Under Hawke and Keating, the government delivered an average of around 1.2 percent of the total budget to Indigenous affairs. Under Howard and Costello, spending climbed almost immediately to 1.4 percent, and peaked at almost 1.6 percent in 2003-04.
Granted, much of that spending was misdirected, and opportunities for real progress were squandered. The value of surpluses delivered by Howard and Costello in 12 federal budgets could have wiped out the annual Indigenous health funding shortfall (of $460 million) more than 200 times over, but they never acted to seriously bridge the gap.
They also ignored the massive unmet need in Indigenous housing (estimated at $2.3 billion 2001.. God only knows what it is now). But Howard and Costello still did better than their predecessors in pure funding terms.
The other thing you need to be aware of is that you won’t read any serious analysis of the Indigenous affairs budget in the mainstream press. Last year, The Sunday Age reported that black Australians would be “among the biggest winners” in the 2007-08 budget, and The Australian tipped a “significant increase” in black health funding.
A few days later, Costello delivered a cut in real terms of $52 million to the total budget, and health funding was lifted by just six percent of the total annual underfund.
Still, they did better than The Sydney Morning Herald, which lifted almost all of its coverage directly from government press releases.
Thus, here’s some of the key things to watch for in 2008-09:
• In education, Labor promised to provide $34.5 million so that every Indigenous child up to Year 10 has an Individual Learning Plan (basically a detailed record of that child’s learning progress and specific needs).
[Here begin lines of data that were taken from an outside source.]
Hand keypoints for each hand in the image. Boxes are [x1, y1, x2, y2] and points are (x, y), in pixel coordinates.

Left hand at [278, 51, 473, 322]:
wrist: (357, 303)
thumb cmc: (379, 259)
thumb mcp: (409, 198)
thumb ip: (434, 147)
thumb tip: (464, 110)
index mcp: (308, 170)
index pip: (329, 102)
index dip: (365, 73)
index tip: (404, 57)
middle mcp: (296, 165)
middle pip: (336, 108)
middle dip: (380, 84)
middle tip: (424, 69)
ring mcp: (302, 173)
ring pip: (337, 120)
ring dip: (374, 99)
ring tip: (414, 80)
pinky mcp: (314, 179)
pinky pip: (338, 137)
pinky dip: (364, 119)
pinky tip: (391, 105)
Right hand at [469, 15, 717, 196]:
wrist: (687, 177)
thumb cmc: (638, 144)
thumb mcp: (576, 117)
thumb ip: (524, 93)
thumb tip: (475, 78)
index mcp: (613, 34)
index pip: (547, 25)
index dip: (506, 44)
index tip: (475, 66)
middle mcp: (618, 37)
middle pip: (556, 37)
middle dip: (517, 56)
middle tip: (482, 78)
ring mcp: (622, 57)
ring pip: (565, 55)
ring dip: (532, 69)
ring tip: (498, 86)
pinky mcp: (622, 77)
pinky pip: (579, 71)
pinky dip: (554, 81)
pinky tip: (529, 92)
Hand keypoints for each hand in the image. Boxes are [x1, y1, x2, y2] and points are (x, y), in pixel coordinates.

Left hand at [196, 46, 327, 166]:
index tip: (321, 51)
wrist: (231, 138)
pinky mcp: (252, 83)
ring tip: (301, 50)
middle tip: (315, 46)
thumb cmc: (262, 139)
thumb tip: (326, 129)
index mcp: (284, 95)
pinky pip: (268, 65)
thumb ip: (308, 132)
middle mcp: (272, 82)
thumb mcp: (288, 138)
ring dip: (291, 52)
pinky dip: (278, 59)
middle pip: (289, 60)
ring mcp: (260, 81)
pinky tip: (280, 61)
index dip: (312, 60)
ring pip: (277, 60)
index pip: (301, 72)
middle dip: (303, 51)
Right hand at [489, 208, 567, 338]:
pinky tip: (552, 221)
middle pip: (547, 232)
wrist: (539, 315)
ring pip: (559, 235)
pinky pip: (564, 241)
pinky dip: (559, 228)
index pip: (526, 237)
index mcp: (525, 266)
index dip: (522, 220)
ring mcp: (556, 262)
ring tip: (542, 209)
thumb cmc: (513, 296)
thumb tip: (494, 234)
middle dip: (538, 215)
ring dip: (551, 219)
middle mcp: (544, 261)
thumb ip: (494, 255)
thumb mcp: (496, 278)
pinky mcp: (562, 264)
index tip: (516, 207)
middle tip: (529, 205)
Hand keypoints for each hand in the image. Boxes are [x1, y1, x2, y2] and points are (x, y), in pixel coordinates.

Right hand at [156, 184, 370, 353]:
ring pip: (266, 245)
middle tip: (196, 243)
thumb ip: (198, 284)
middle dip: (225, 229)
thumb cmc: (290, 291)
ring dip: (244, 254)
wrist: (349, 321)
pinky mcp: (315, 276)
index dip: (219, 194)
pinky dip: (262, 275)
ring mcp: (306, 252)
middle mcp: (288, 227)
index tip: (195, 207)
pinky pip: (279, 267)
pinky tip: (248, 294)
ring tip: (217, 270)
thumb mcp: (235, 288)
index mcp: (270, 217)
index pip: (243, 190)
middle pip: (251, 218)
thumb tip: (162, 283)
• Also in education, Labor promised to ensure that every four-year-old in remote Aboriginal communities is attending an early childhood education centre within the next five years. The promise has a ‘no Australian child will live in poverty’ ring to it, and without an immediate injection of substantial capital funding (to build pre-schools) Labor has no chance of meeting the goal by the end of 2012. But let’s wait and see what the budget delivers.
• In the area of housing, it will be interesting to see what Labor does with the Home Ownership on Indigenous Land Program (HOILP). The $107.4 million program was the brainchild (and I use the term loosely) of former Minister for Indigenous Affairs, Mal Brough who described it as a centrepiece of the previous Indigenous affairs budget. And how many Indigenous people have accessed the program in the past year? One. Expect it to be axed. Scratch your head if it’s not.
• Keep a lookout for funding for the creation of a new national representative body, one of the key ALP election promises to Indigenous Australians. If there’s no allocation, pressure will increase on Labor to explain when it plans to make good on this promise.
Of course, the ‘big ticket item’ will be health funding, due in no small part to the fact that Labor has pledged to close the 17-year life expectancy gap within a generation.
In order to have any chance of achieving that, the National Aboriginal Community Controlled Health Organisation (NACCHO) estimates that Labor will need to spend an additional $1.84 billion during the next four years to address shortfalls in primary healthcare services for Indigenous people.
Personally, I think there’s two chances of that happening – none and buckleys. But let’s wait and see.
Labor also promised to halve the gap in mortality rates for black children under five (currently, they’re about three times greater than for non Indigenous children). $186.4 million was promised over four years. We watch with interest.
In terms of the total Indigenous affairs budget ($3.5 billion last year), it would, of course, be unconscionable for a government to claim on the one hand that black Australia is in the grip of a ‘national emergency’ and on the other cut or fail to significantly increase spending simply because it wants to tackle inflation, particularly in light of an expected $17 billion budget surplus.
That would be akin to… well, the Burmese junta allowing politics to get in the way of properly assisting its own citizens in the face of a massive humanitarian crisis. Or in Kevin Rudd’s words, ‘obscene’.